Profissões que não devem ser ocupadas por mulheres! Ainda existe isso?

Bom, já que este artigo está sendo escrito na véspera do dia internacional da mulher, gostaríamos de iniciar parabenizando todas as mulheres. Sem dúvida alguma é um desafio constante ser mulher em uma sociedade ainda tão contaminada pelo machismo. E, se não bastasse quem acredita que o sexo de uma pessoa pode interferir em sua capacidade ou competência ainda tem mulheres que se apresentam na mídia (ou mesmo em seu meio social) comportando-se como meros objetos. Lastimável que uma criatura, seja ela homem ou mulher, possa adotar valores tão distorcidos a ponto de reduzir seu potencial enquanto ser humano apenas a um corpo bonito e desejável!

Mas, voltando ao foco deste texto: Existe profissão exclusivamente masculina?

O primeiro ponto de vista a ser exposto nesse caso, será o legal: a Constituição Federal de 1988 assegura total igualde de direitos e deveres a homens e mulheres.

Desse modo, ao menos na teoria, dizer que uma profissão é exclusivamente masculina é no mínimo um descumprimento à nossa Carta Magna.

No entanto, embora nossa legislação assegure condições maravilhosas para nós brasileiros, “aqui embaixo as leis são diferentes” (como bem cantou a banda Biquíni Cavadão ainda nos anos 80).

Nossa sociedade evoluiu muito nas ultimas décadas, mas é inegável que ainda encontra-se contaminada com pensamentos e atitudes machistas, racistas, xenofóbicas, homofóbicas e uma série de outras “istas” e “fóbicas” que se possa imaginar.

Contudo, podemos dizer que na prática, as mulheres já provaram capacidade para exercer qualquer profissão tão bem quanto os homens. E, para os “brutos, rústicos e sistemáticos” que não quiserem dar o braço a torcer, sugiro que pense em uma profissão (lícita, por favor) e faça uma busca no google. Certamente encontrará alguma mulher no posto.
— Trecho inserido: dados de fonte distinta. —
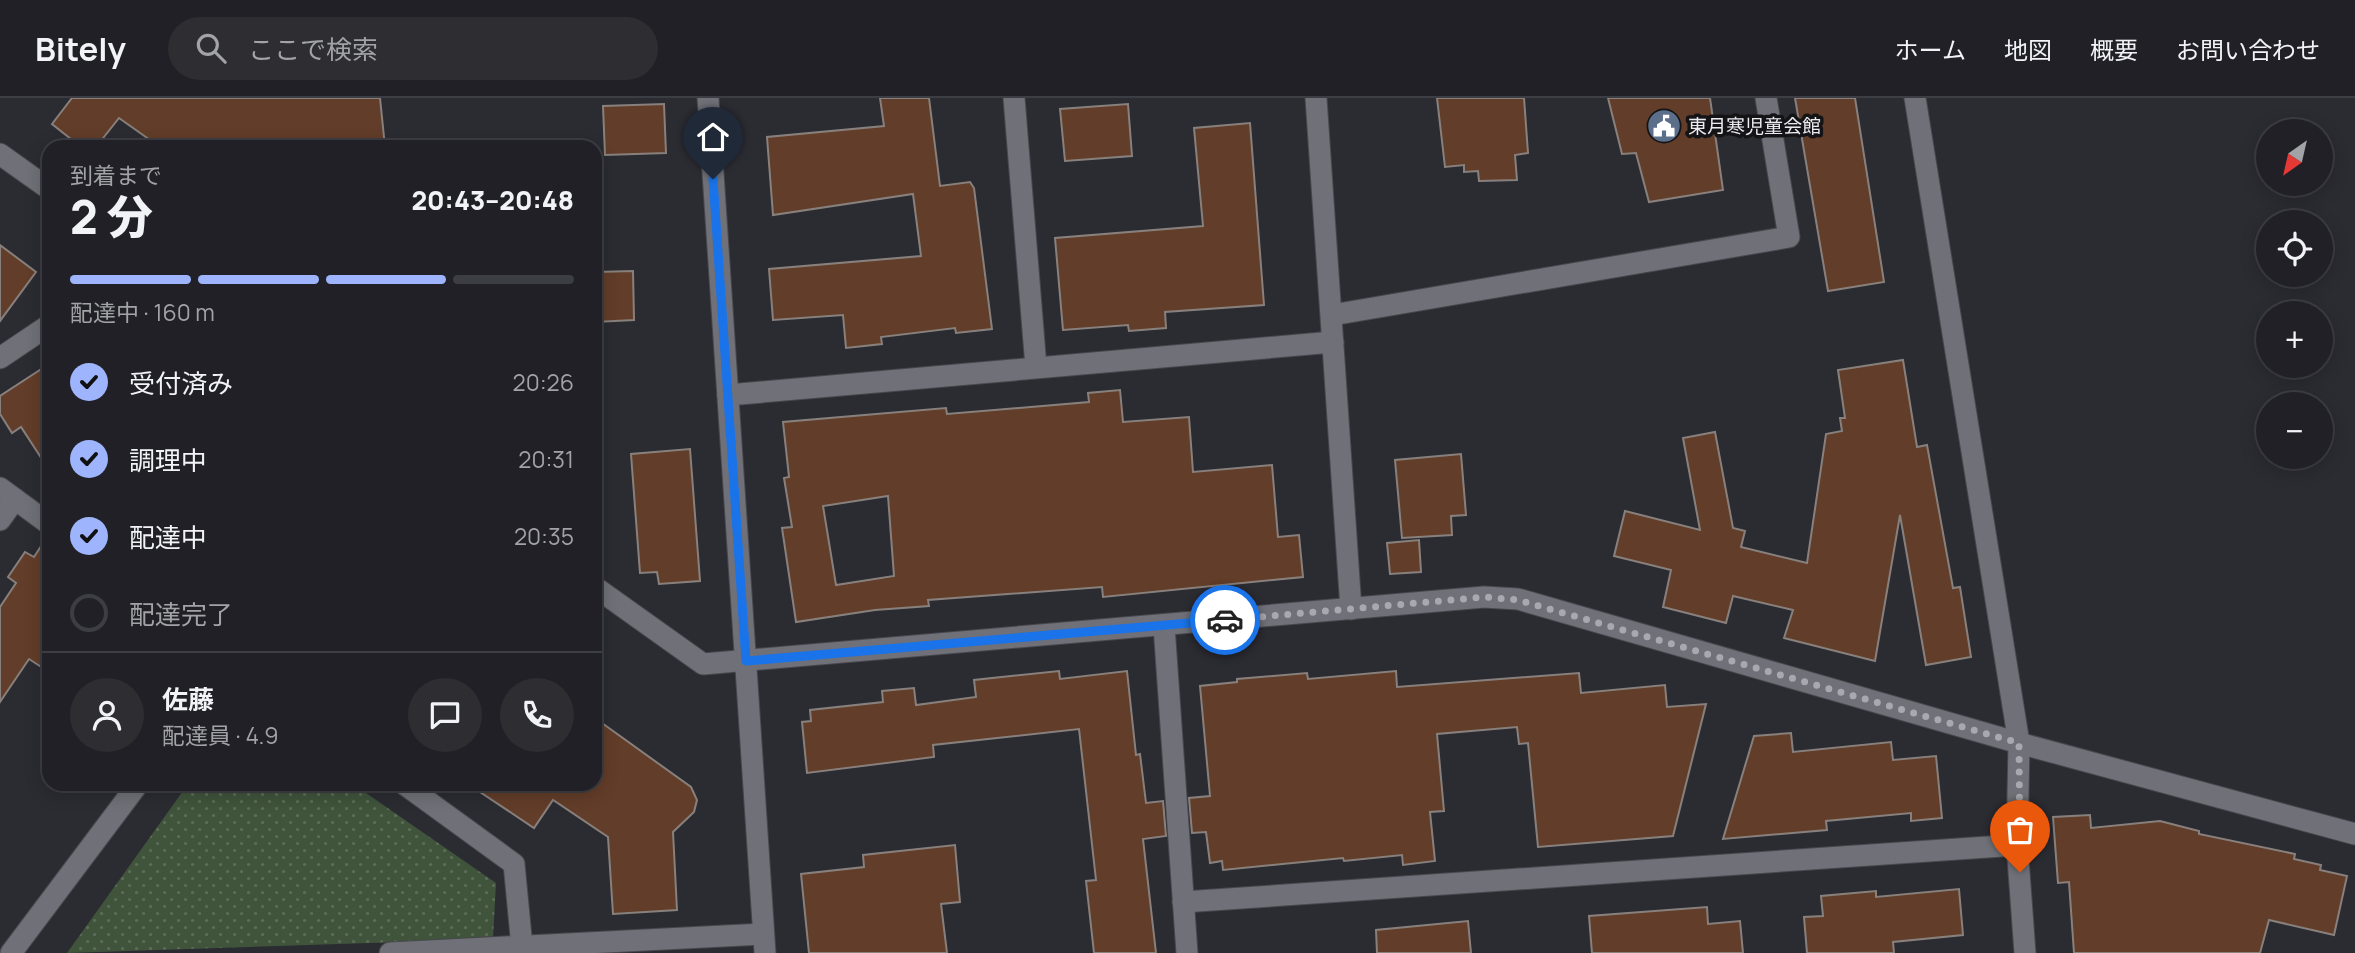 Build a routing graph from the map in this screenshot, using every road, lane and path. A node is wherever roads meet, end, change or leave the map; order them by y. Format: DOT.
graph roads {
  1 [pos="708,98"];
  2 [pos="1014,98"];
  3 [pos="1316,98"];
  4 [pos="1766,98"];
  5 [pos="1915,98"];
  6 [pos="0,154"];
  7 [pos="42,184"];
  8 [pos="1332,315"];
  9 [pos="42,330"];
  10 [pos="1332,342"];
  11 [pos="0,358"];
  12 [pos="1036,367"];
  13 [pos="728,395"];
  14 [pos="8,494"];
  15 [pos="42,519"];
  16 [pos="0,520"];
  17 [pos="602,592"];
  18 [pos="1351,608"];
  19 [pos="1164,626"];
  20 [pos="746,661"];
  21 [pos="2019,743"];
  22 [pos="133,791"];
  23 [pos="414,791"];
  24 [pos="2355,834"];
  25 [pos="2017,845"];
  26 [pos="1183,902"];
  27 [pos="764,944"];
  28 [pos="523,947"];
  29 [pos="11,953"];
  30 [pos="390,953"];
  31 [pos="1187,953"];
  32 [pos="2025,953"];
  1 -- 13 [label="street"];
  2 -- 12 [label="street"];
  3 -- 8 [label="street"];
  4 -- 8 [label="street"];
  5 -- 21 [label="street"];
  6 -- 7 [label="street"];
  8 -- 10 [label="street"];
  9 -- 11 [label="street"];
  10 -- 12 [label="street"];
  10 -- 18 [label="street"];
  12 -- 13 [label="street"];
  13 -- 20 [label="street"];
  14 -- 15 [label="street"];
  14 -- 16 [label="street"];
  17 -- 20 [label="street"];
  18 -- 19 [label="street"];
  18 -- 21 [label="street"];
  19 -- 20 [label="street"];
  19 -- 26 [label="street"];
  20 -- 27 [label="street"];
  21 -- 24 [label="street"];
  21 -- 25 [label="street"];
  22 -- 29 [label="street"];
  23 -- 28 [label="street"];
  25 -- 26 [label="street"];
  25 -- 32 [label="street"];
  26 -- 31 [label="street"];
  27 -- 28 [label="street"];
  28 -- 30 [label="street"];
}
Uma prova real deste fato é a infinidade de mulheres que cursaram (ou estão cursando aqui em nosso Instituto) cursos de pós-graduação em áreas que há pouco tempo eram exclusividade dos homens, como Engenharia de Segurança do Trabalho, Engenharia Ambiental, Engenharia de Segurança Contra Incêndio e Pânico, entre outras. Da mesma forma, existem homens ocupando postos que no passado foram exclusividade feminina. Fiquei surpreso na primeira vez que vi um pedagogo (homem) atuando como professor na educação infantil. Hoje isso é completamente comum e temos vários alunos (homens) que se especializaram (ou estão se especializando) em Psicopedagogia, Educação Infantil, entre outros, para atuarem como professores na educação infantil.

Mas, contudo, seria utopia imaginar que tudo são flores nesse caminho. Com toda a certeza (basta olhar em volta e confirmar isso) as mulheres ainda sofrem (e muito) com preconceitos e estereótipos ao se proporem a exercer profissões tradicionalmente masculinas. Ainda existem muitos gestores (e consequentemente instituições) com pensamentos e valores retrógrados a ponto de rejeitarem sequer a possibilidade de que uma mulher ocupe determinados postos de trabalho ou profissão. Mas ninguém pensou que seria fácil!